• **Assignment**
Report back each line of the records that contains the string "dead".

****

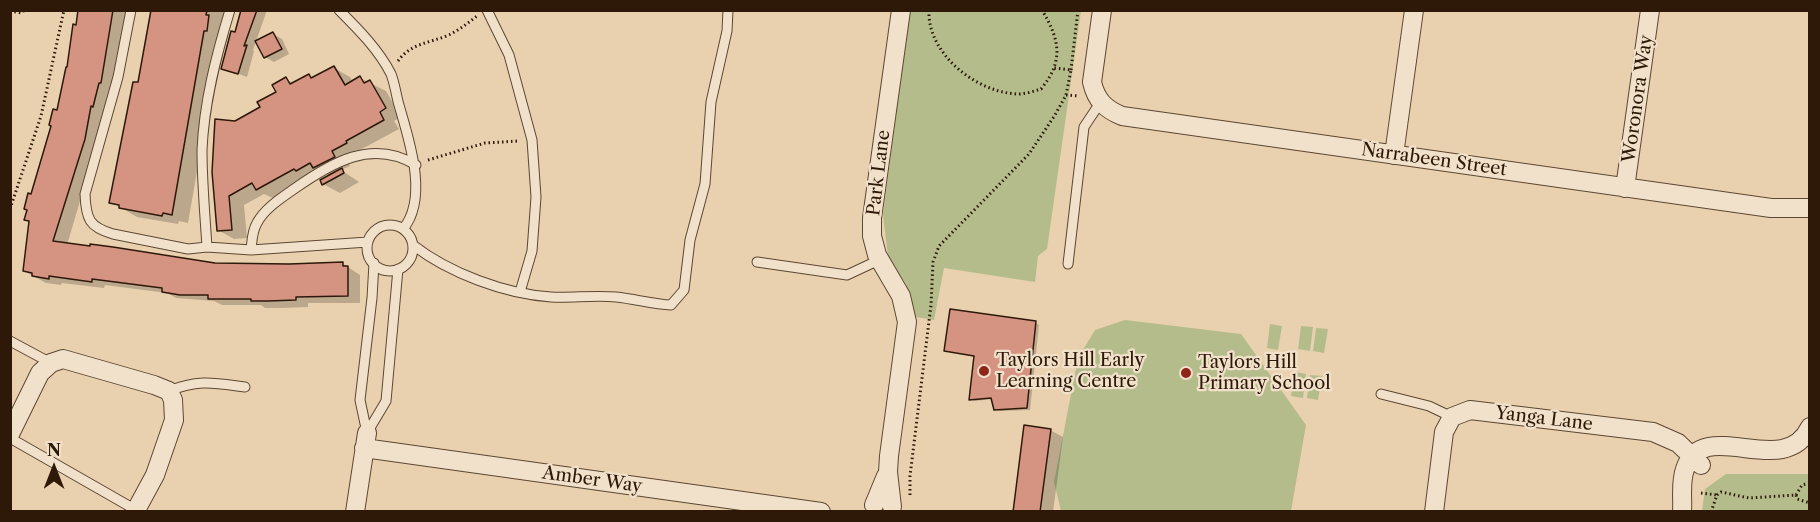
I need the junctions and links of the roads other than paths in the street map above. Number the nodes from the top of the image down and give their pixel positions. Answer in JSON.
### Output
{"nodes":[{"id":1,"x":130,"y":10,"type":"edge"},
{"id":2,"x":230,"y":10,"type":"edge"},
{"id":3,"x":339,"y":10,"type":"edge"},
{"id":4,"x":729,"y":10,"type":"edge"},
{"id":5,"x":901,"y":10,"type":"edge"},
{"id":6,"x":1102,"y":10,"type":"edge"},
{"id":7,"x":1414,"y":10,"type":"edge"},
{"id":8,"x":1650,"y":10,"type":"edge"},
{"id":9,"x":482,"y":13,"type":"edge"},
{"id":10,"x":1100,"y":103,"type":"junction"},
{"id":11,"x":1394,"y":155,"type":"junction"},
{"id":12,"x":416,"y":165,"type":"junction"},
{"id":13,"x":1625,"y":188,"type":"junction"},
{"id":14,"x":1772,"y":208,"type":"junction"},
{"id":15,"x":1809,"y":208,"type":"edge"},
{"id":16,"x":1809,"y":220,"type":"edge"},
{"id":17,"x":403,"y":229,"type":"junction"},
{"id":18,"x":368,"y":242,"type":"junction"},
{"id":19,"x":413,"y":245,"type":"junction"},
{"id":20,"x":207,"y":247,"type":"junction"},
{"id":21,"x":251,"y":250,"type":"junction"},
{"id":22,"x":879,"y":260,"type":"junction"},
{"id":23,"x":757,"y":262,"type":"dead end"},
{"id":24,"x":374,"y":263,"type":"junction"},
{"id":25,"x":1068,"y":264,"type":"dead end"},
{"id":26,"x":398,"y":269,"type":"junction"},
{"id":27,"x":520,"y":292,"type":"junction"},
{"id":28,"x":10,"y":340,"type":"edge"},
{"id":29,"x":51,"y":363,"type":"junction"},
{"id":30,"x":245,"y":387,"type":"dead end"},
{"id":31,"x":169,"y":391,"type":"junction"},
{"id":32,"x":1381,"y":394,"type":"dead end"},
{"id":33,"x":1452,"y":417,"type":"junction"},
{"id":34,"x":1809,"y":427,"type":"edge"},
{"id":35,"x":10,"y":436,"type":"edge"},
{"id":36,"x":365,"y":441,"type":"junction"},
{"id":37,"x":1806,"y":448,"type":"edge"},
{"id":38,"x":1696,"y":460,"type":"junction"},
{"id":39,"x":1685,"y":502,"type":"edge"},
{"id":40,"x":882,"y":509,"type":"edge"},
{"id":41,"x":135,"y":511,"type":"edge"},
{"id":42,"x":355,"y":512,"type":"edge"},
{"id":43,"x":820,"y":512,"type":"edge"},
{"id":44,"x":1434,"y":512,"type":"edge"}],
"edges":[{"from":1,"to":20,"type":"lane"},
{"from":2,"to":20,"type":"lane"},
{"from":3,"to":12,"type":"lane"},
{"from":4,"to":27,"type":"lane"},
{"from":5,"to":22,"type":"street","name":"Park Lane"},
{"from":6,"to":10,"type":"street"},
{"from":7,"to":11,"type":"street"},
{"from":8,"to":13,"type":"street","name":"Woronora Way"},
{"from":9,"to":27,"type":"lane"},
{"from":10,"to":11,"type":"street","name":"Narrabeen Street"},
{"from":10,"to":25,"type":"lane"},
{"from":11,"to":13,"type":"street","name":"Narrabeen Street"},
{"from":12,"to":17,"type":"lane"},
{"from":12,"to":21,"type":"lane"},
{"from":13,"to":14,"type":"street","name":"Narrabeen Street"},
{"from":14,"to":15,"type":"street","name":"Narrabeen Street"},
{"from":14,"to":16,"type":"street","name":"Narrabeen Street"},
{"from":17,"to":18,"type":"lane"},
{"from":17,"to":19,"type":"lane"},
{"from":18,"to":21,"type":"lane"},
{"from":18,"to":24,"type":"lane"},
{"from":19,"to":26,"type":"lane"},
{"from":19,"to":27,"type":"lane"},
{"from":20,"to":21,"type":"lane"},
{"from":22,"to":23,"type":"lane"},
{"from":22,"to":40,"type":"street","name":"Park Lane"},
{"from":24,"to":26,"type":"lane"},
{"from":24,"to":36,"type":"lane"},
{"from":26,"to":36,"type":"lane"},
{"from":28,"to":29,"type":"lane"},
{"from":29,"to":31,"type":"street"},
{"from":29,"to":35,"type":"street"},
{"from":30,"to":31,"type":"lane"},
{"from":31,"to":41,"type":"street"},
{"from":32,"to":33,"type":"lane"},
{"from":33,"to":38,"type":"street","name":"Yanga Lane"},
{"from":33,"to":44,"type":"street"},
{"from":34,"to":37,"type":"street"},
{"from":35,"to":41,"type":"lane"},
{"from":36,"to":42,"type":"street"},
{"from":36,"to":43,"type":"street","name":"Amber Way"},
{"from":37,"to":38,"type":"street"},
{"from":38,"to":39,"type":"street"}]}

****

• **Written solution**
{"id":23,"x":757,"y":262,"type":"dead end"},
{"id":25,"x":1068,"y":264,"type":"dead end"},
{"id":30,"x":245,"y":387,"type":"dead end"},
{"id":32,"x":1381,"y":394,"type":"dead end"},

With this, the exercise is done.